Fear of death and anxiety surrounding death and dying may develop early in the training of nurses (Chen, et al., 2006), and nurses need to be aware of their own attitudes about the phenomenon of death (Peters, et al., 2013). Nurses require special attention for their death anxiety, and there is a need to provide institutional support to assist them in providing quality care for their dying patients (Aghajani, et al., 2010). Nurses also need support from their families. Ignoring the needs of nurses can have adverse effects on their patients (Karimi Moneghy et al., 2013).
Research indicates nursing students feel unprepared and unable to care for the dying patients at the end of their training. Studies on attitudes of nursing to caring for dying patients play a main role in education of nursing (Leombruni, Miniotti, Bovero, et al, 2014). Nurses should attain a balance in caring for patients who are dying.
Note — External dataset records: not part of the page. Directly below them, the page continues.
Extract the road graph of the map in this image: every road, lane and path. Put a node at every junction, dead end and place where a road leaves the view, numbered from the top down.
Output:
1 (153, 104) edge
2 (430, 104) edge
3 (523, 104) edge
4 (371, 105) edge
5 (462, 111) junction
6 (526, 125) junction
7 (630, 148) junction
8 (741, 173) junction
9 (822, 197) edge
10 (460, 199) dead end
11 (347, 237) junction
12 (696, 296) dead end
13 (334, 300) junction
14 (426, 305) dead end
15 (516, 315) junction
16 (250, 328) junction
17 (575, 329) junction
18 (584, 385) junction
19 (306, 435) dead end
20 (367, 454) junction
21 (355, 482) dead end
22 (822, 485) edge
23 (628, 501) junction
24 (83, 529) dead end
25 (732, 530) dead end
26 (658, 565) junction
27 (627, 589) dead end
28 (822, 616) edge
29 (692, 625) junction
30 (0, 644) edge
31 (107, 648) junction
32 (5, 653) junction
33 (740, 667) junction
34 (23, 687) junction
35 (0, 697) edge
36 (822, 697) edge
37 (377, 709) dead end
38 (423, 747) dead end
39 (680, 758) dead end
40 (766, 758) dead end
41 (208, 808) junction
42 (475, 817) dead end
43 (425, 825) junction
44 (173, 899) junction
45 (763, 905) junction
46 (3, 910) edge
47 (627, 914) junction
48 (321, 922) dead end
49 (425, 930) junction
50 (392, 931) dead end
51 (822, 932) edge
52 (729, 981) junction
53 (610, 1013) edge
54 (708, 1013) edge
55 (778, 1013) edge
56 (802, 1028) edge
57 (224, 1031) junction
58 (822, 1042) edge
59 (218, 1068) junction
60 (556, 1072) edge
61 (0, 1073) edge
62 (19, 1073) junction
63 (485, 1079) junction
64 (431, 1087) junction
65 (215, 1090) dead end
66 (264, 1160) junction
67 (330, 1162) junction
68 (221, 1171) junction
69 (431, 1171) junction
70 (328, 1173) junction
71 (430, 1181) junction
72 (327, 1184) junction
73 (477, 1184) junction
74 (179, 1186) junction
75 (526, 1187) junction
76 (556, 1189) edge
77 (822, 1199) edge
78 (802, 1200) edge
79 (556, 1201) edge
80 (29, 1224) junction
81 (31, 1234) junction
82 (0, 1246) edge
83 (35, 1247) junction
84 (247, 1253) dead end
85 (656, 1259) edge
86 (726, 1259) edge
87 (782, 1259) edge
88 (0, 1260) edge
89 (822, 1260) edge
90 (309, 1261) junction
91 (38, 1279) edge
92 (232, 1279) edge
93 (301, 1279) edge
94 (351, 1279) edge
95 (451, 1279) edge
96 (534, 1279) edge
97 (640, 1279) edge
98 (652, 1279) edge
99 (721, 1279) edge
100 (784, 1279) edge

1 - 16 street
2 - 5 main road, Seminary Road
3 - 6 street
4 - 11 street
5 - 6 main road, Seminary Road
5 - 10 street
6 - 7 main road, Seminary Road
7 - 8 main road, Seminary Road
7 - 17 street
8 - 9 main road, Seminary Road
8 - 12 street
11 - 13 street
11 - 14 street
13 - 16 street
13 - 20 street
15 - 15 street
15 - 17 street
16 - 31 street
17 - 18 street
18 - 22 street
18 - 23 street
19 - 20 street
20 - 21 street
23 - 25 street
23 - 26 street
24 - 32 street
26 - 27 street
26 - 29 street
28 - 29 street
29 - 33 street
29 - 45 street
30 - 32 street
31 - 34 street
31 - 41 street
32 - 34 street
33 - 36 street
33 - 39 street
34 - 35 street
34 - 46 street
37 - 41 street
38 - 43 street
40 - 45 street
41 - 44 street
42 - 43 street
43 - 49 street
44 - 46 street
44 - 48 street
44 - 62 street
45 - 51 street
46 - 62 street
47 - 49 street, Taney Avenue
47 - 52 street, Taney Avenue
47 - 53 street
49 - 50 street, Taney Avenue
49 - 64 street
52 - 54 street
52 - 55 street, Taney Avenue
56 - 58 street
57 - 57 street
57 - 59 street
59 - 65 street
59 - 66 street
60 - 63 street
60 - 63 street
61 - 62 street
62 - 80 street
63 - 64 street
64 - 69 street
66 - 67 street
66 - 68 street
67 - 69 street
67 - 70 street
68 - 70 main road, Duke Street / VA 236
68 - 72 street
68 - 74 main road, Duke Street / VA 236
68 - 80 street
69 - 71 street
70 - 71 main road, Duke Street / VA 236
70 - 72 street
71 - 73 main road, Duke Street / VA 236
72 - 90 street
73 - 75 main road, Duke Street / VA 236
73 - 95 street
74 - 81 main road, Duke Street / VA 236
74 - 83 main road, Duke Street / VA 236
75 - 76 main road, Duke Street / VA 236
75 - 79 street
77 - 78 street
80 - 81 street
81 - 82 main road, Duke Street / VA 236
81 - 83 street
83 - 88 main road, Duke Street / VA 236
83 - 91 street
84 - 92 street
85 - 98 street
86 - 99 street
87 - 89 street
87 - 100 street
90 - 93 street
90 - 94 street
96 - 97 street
It is a major challenge both in interactions of nurses with patients, families of them, and perceptions of nurses of themselves and their efforts in end-of-life care for patients (Zargham Boroujeni, et al, 2009). When nurses want to cope with the death of a patient, they use from such resources: communication with patients, their families and coworkers (Peterson, Johnson, Halvorsen, et al , 2010).
Grief education and support of others are useful for nursing staff. These actions can help to develop of strategies in nursing staff as they able to cope with death and dying of patients (Wilson, & Kirshbaum, 2011). Critical care reactions of nurses to patient death and dying should understand. This understanding can help to promote both care provided to critically ill dying patients, families of them and to consider of needs of nurses (Hinderer, 2012, Chan, 2014).
Nurses, addition to their critical role in the health care, have the most of deal with the health as well as death, so health care managers can use the results of this study for mental health issues. Faced with emotional issues related to death and dying, nurses (and other health care professionals) need skills and experience to control their death anxiety. They should receive education about death and dying in their work setting in order to improve the quality of their care for very ill and dying patients. It is important to note that the findings of this study are based only on Iranian and Muslim female nurses. The results need to be generalized to other cultures before reliable conclusions can be drawn.
This paper is based on a doctoral thesis in clinical psychology by the senior author. The researchers have no conflicts of interest, and the research was not funded. We thank all of subjects who participated in the study.